Brokenhillite is a rare mineral that is only found in the far-western regions of New South Wales in Broken Hill, Australia. Although it has been given a name and chemical formula, it has not been approved by the International Mineralogical Association primarily because it is a manganese silicate of the pyrosmalite group which means the compositional similarities are too great to be an approved mineral. Brokenhillite structure is either composed of iron or manganese with the formula (Mn^{+2},Fe^{+2})8Si6O15(OH,Cl)10. The actual components inside brokenhillite can be determined using a diffractometer. The structural basis of this mineral is determined to be phyllosilicate within the pyrosmalites due to the octahedral structure, with one perfect cleavage, a hardness of about 4.5, and a streak of light brown.

==Structure==
Brokenhillite is a solid solution substitution between the end-member elements manganese and iron. The tetrahedral silicates are inosilicates with octahedral dispersal around the islands bonding with oxygen ions. The manganpyrosmalite counterpart has ring silicates forming as 6-fold and bond by manganese-oxygen between the sheets. Ultimately, brokenhillite has broken up disordered stacking due to the inosilicate structure.

==Composition==
Brokenhillite is mainly manganese dominant with the chemical composition of Mn8Si6O15(OH,Cl)10. Chemically identical to manganpyrosmalite or ferric pyrosmalite, it is thus difficult to distinguish properly. When chloride is present and abundant in the composition it has the potential to become a halide.

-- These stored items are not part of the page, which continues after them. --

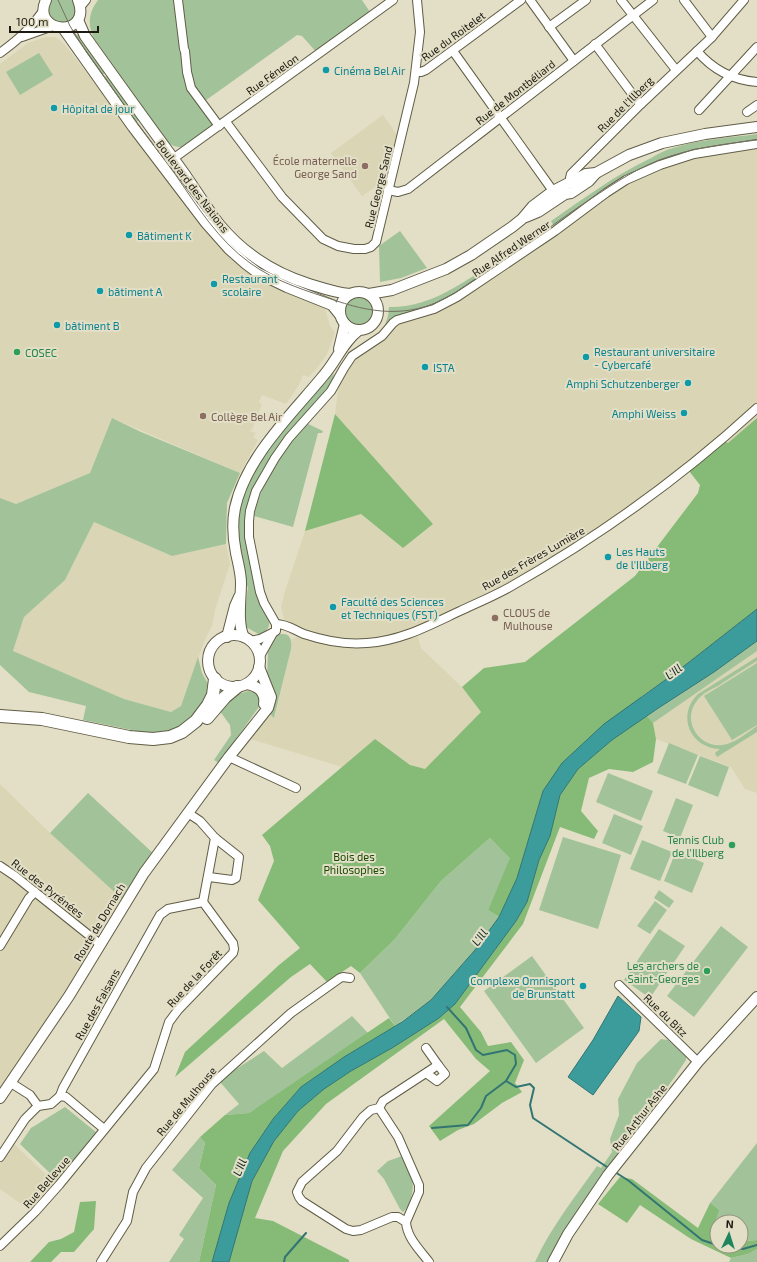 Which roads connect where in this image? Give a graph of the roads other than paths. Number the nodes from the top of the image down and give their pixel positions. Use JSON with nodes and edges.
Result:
{"nodes":[{"id":1,"x":46,"y":0,"type":"edge"},
{"id":2,"x":178,"y":0,"type":"edge"},
{"id":3,"x":393,"y":0,"type":"edge"},
{"id":4,"x":417,"y":0,"type":"edge"},
{"id":5,"x":521,"y":0,"type":"edge"},
{"id":6,"x":530,"y":0,"type":"edge"},
{"id":7,"x":586,"y":0,"type":"edge"},
{"id":8,"x":621,"y":0,"type":"edge"},
{"id":9,"x":653,"y":0,"type":"edge"},
{"id":10,"x":684,"y":0,"type":"edge"},
{"id":11,"x":744,"y":0,"type":"edge"},
{"id":12,"x":82,"y":2,"type":"edge"},
{"id":13,"x":43,"y":11,"type":"junction"},
{"id":14,"x":633,"y":15,"type":"junction"},
{"id":15,"x":78,"y":20,"type":"junction"},
{"id":16,"x":58,"y":27,"type":"junction"},
{"id":17,"x":549,"y":27,"type":"junction"},
{"id":18,"x":712,"y":37,"type":"junction"},
{"id":19,"x":21,"y":38,"type":"junction"},
{"id":20,"x":595,"y":44,"type":"junction"},
{"id":21,"x":757,"y":47,"type":"edge"},
{"id":22,"x":453,"y":51,"type":"junction"},
{"id":23,"x":697,"y":51,"type":"junction"},
{"id":24,"x":0,"y":53,"type":"edge"},
{"id":25,"x":574,"y":61,"type":"junction"},
{"id":26,"x":676,"y":70,"type":"junction"},
{"id":27,"x":416,"y":72,"type":"junction"},
{"id":28,"x":730,"y":77,"type":"junction"},
{"id":29,"x":757,"y":82,"type":"edge"},
{"id":30,"x":641,"y":104,"type":"junction"},
{"id":31,"x":757,"y":105,"type":"edge"},
{"id":32,"x":699,"y":110,"type":"dead end"},
{"id":33,"x":746,"y":112,"type":"dead end"},
{"id":34,"x":501,"y":117,"type":"junction"},
{"id":35,"x":222,"y":124,"type":"junction"},
{"id":36,"x":757,"y":127,"type":"edge"},
{"id":37,"x":757,"y":144,"type":"edge"},
{"id":38,"x":174,"y":159,"type":"junction"},
{"id":39,"x":163,"y":166,"type":"junction"},
{"id":40,"x":596,"y":173,"type":"junction"},
{"id":41,"x":571,"y":181,"type":"junction"},
{"id":42,"x":388,"y":190,"type":"junction"},
{"id":43,"x":553,"y":191,"type":"junction"},
{"id":44,"x":565,"y":194,"type":"junction"},
{"id":45,"x":522,"y":219,"type":"junction"},
{"id":46,"x":392,"y":290,"type":"junction"},
{"id":47,"x":350,"y":294,"type":"junction"},
{"id":48,"x":369,"y":294,"type":"junction"},
{"id":49,"x":378,"y":307,"type":"junction"},
{"id":50,"x":343,"y":320,"type":"junction"},
{"id":51,"x":359,"y":330,"type":"junction"},
{"id":52,"x":336,"y":358,"type":"junction"},
{"id":53,"x":757,"y":408,"type":"edge"},
{"id":54,"x":240,"y":595,"type":"junction"},
{"id":55,"x":275,"y":629,"type":"junction"},
{"id":56,"x":227,"y":637,"type":"junction"},
{"id":57,"x":246,"y":639,"type":"junction"},
{"id":58,"x":260,"y":656,"type":"junction"},
{"id":59,"x":259,"y":667,"type":"junction"},
{"id":60,"x":215,"y":679,"type":"junction"},
{"id":61,"x":242,"y":685,"type":"junction"},
{"id":62,"x":0,"y":716,"type":"edge"},
{"id":63,"x":255,"y":723,"type":"junction"},
{"id":64,"x":182,"y":732,"type":"junction"},
{"id":65,"x":227,"y":760,"type":"junction"},
{"id":66,"x":296,"y":788,"type":"dead end"},
{"id":67,"x":188,"y":813,"type":"junction"},
{"id":68,"x":216,"y":838,"type":"junction"},
{"id":69,"x":0,"y":866,"type":"edge"},
{"id":70,"x":209,"y":877,"type":"junction"},
{"id":71,"x":35,"y":892,"type":"junction"},
{"id":72,"x":203,"y":902,"type":"junction"},
{"id":73,"x":100,"y":944,"type":"junction"},
{"id":74,"x":0,"y":946,"type":"edge"},
{"id":75,"x":350,"y":978,"type":"dead end"},
{"id":76,"x":619,"y":985,"type":"dead end"},
{"id":77,"x":757,"y":997,"type":"edge"},
{"id":78,"x":426,"y":1048,"type":"dead end"},
{"id":79,"x":698,"y":1062,"type":"junction"},
{"id":80,"x":438,"y":1065,"type":"junction"},
{"id":81,"x":426,"y":1074,"type":"junction"},
{"id":82,"x":11,"y":1083,"type":"junction"},
{"id":83,"x":60,"y":1096,"type":"junction"},
{"id":84,"x":0,"y":1098,"type":"edge"},
{"id":85,"x":38,"y":1106,"type":"junction"},
{"id":86,"x":379,"y":1108,"type":"junction"},
{"id":87,"x":104,"y":1129,"type":"junction"},
{"id":88,"x":0,"y":1157,"type":"edge"},
{"id":89,"x":406,"y":1222,"type":"junction"},
{"id":90,"x":0,"y":1246,"type":"edge"},
{"id":91,"x":101,"y":1262,"type":"edge"},
{"id":92,"x":429,"y":1262,"type":"edge"},
{"id":93,"x":553,"y":1262,"type":"edge"}],
"edges":[{"from":1,"to":13,"type":"main road"},
{"from":2,"to":35,"type":"street","name":"Rue George Sand"},
{"from":3,"to":35,"type":"street","name":"Rue Fénelon"},
{"from":4,"to":27,"type":"street","name":"Rue George Sand"},
{"from":5,"to":22,"type":"street","name":"Rue du Roitelet"},
{"from":6,"to":17,"type":"street"},
{"from":7,"to":17,"type":"street"},
{"from":8,"to":14,"type":"street"},
{"from":9,"to":14,"type":"street","name":"Rue de Montbéliard"},
{"from":10,"to":18,"type":"street"},
{"from":11,"to":18,"type":"street","name":"Rue de l'Illberg"},
{"from":12,"to":15,"type":"main road"},
{"from":13,"to":16,"type":"main road","name":"Boulevard des Nations"},
{"from":13,"to":19,"type":"street"},
{"from":14,"to":20,"type":"street","name":"Rue de Montbéliard"},
{"from":14,"to":26,"type":"street"},
{"from":15,"to":16,"type":"main road"},
{"from":15,"to":38,"type":"main road","name":"Boulevard des Nations"},
{"from":16,"to":19,"type":"street"},
{"from":16,"to":39,"type":"main road","name":"Boulevard des Nations"},
{"from":17,"to":25,"type":"street"},
{"from":18,"to":23,"type":"street","name":"Rue de l'Illberg"},
{"from":19,"to":24,"type":"street"},
{"from":20,"to":25,"type":"street","name":"Rue de Montbéliard"},
{"from":20,"to":30,"type":"street"},
{"from":21,"to":28,"type":"street"},
{"from":22,"to":27,"type":"street","name":"Rue du Roitelet"},
{"from":22,"to":34,"type":"street"},
{"from":23,"to":26,"type":"street","name":"Rue de l'Illberg"},
{"from":23,"to":28,"type":"street"},
{"from":25,"to":34,"type":"street","name":"Rue de Montbéliard"},
{"from":26,"to":30,"type":"street","name":"Rue de l'Illberg"},
{"from":27,"to":42,"type":"street","name":"Rue George Sand"},
{"from":28,"to":29,"type":"street"},
{"from":28,"to":32,"type":"street"},
{"from":30,"to":41,"type":"street","name":"Rue de l'Illberg"},
{"from":31,"to":33,"type":"street"},
{"from":34,"to":42,"type":"street","name":"Rue de Montbéliard"},
{"from":34,"to":43,"type":"street"},
{"from":35,"to":38,"type":"street","name":"Rue Fénelon"},
{"from":35,"to":42,"type":"street","name":"Rue George Sand"},
{"from":36,"to":40,"type":"main road"},
{"from":37,"to":55,"type":"street","name":"Rue Alfred Werner"},
{"from":38,"to":39,"type":"street","name":"Rue Fénelon"},
{"from":38,"to":47,"type":"main road","name":"Boulevard des Nations"},
{"from":39,"to":50,"type":"main road","name":"Boulevard des Nations"},
{"from":40,"to":41,"type":"main road"},
{"from":40,"to":44,"type":"main road"},
{"from":41,"to":43,"type":"main road"},
{"from":41,"to":44,"type":"main road"},
{"from":43,"to":45,"type":"main road"},
{"from":44,"to":45,"type":"main road"},
{"from":45,"to":46,"type":"main road"},
{"from":46,"to":48,"type":"main road"},
{"from":46,"to":49,"type":"main road"},
{"from":47,"to":48,"type":"main road"},
{"from":47,"to":50,"type":"main road"},
{"from":48,"to":49,"type":"main road"},
{"from":49,"to":51,"type":"main road"},
{"from":50,"to":51,"type":"main road"},
{"from":50,"to":52,"type":"main road"},
{"from":51,"to":52,"type":"main road"},
{"from":52,"to":54,"type":"main road"},
{"from":53,"to":55,"type":"street","name":"Rue des Frères Lumière"},
{"from":54,"to":56,"type":"main road"},
{"from":54,"to":57,"type":"main road"},
{"from":55,"to":57,"type":"street"},
{"from":55,"to":58,"type":"street"},
{"from":56,"to":57,"type":"main road"},
{"from":56,"to":60,"type":"main road"},
{"from":57,"to":58,"type":"main road"},
{"from":58,"to":59,"type":"main road"},
{"from":59,"to":61,"type":"main road"},
{"from":59,"to":63,"type":"main road"},
{"from":60,"to":61,"type":"main road"},
{"from":60,"to":64,"type":"highway"},
{"from":61,"to":63,"type":"main road"},
{"from":61,"to":64,"type":"highway"},
{"from":62,"to":64,"type":"highway"},
{"from":63,"to":65,"type":"main road","name":"Route de Dornach"},
{"from":65,"to":66,"type":"street"},
{"from":65,"to":67,"type":"main road","name":"Route de Dornach"},
{"from":67,"to":68,"type":"street"},
{"from":67,"to":73,"type":"main road","name":"Route de Dornach"},
{"from":68,"to":70,"type":"street"},
{"from":68,"to":70,"type":"street"},
{"from":69,"to":71,"type":"street","name":"Rue des Pyrénées"},
{"from":70,"to":72,"type":"street"},
{"from":71,"to":73,"type":"street","name":"Rue des Pyrénées"},
{"from":71,"to":74,"type":"street"},
{"from":72,"to":83,"type":"street","name":"Rue des Faisans"},
{"from":72,"to":87,"type":"street","name":"Rue de la Forêt"},
{"from":73,"to":82,"type":"main road","name":"Route de Dornach"},
{"from":75,"to":91,"type":"street","name":"Rue de Mulhouse"},
{"from":76,"to":79,"type":"street","name":"Rue du Bitz"},
{"from":77,"to":79,"type":"main road","name":"Rue Arthur Ashe"},
{"from":78,"to":80,"type":"street"},
{"from":79,"to":93,"type":"main road","name":"Rue Arthur Ashe"},
{"from":80,"to":81,"type":"street"},
{"from":80,"to":81,"type":"street"},
{"from":81,"to":86,"type":"street"},
{"from":82,"to":84,"type":"main road","name":"Route de Dornach"},
{"from":82,"to":85,"type":"street"},
{"from":83,"to":85,"type":"street"},
{"from":83,"to":87,"type":"street"},
{"from":85,"to":88,"type":"street"},
{"from":86,"to":89,"type":"street"},
{"from":86,"to":89,"type":"street"},
{"from":87,"to":90,"type":"street","name":"Rue Bellevue"},
{"from":89,"to":92,"type":"street"}]}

==Special characteristic==
Brokenhillite is found in Broken Hill, New South Wales, Australia in a mine with a wide variety of other minerals present. The hexagonal shape and brown color make it distinguishable especially when a phenomenon called pleochroism occurs when light shines through and it becomes translucent white or yellow. The American Mineralogical Association does not approve its classification as a mineral.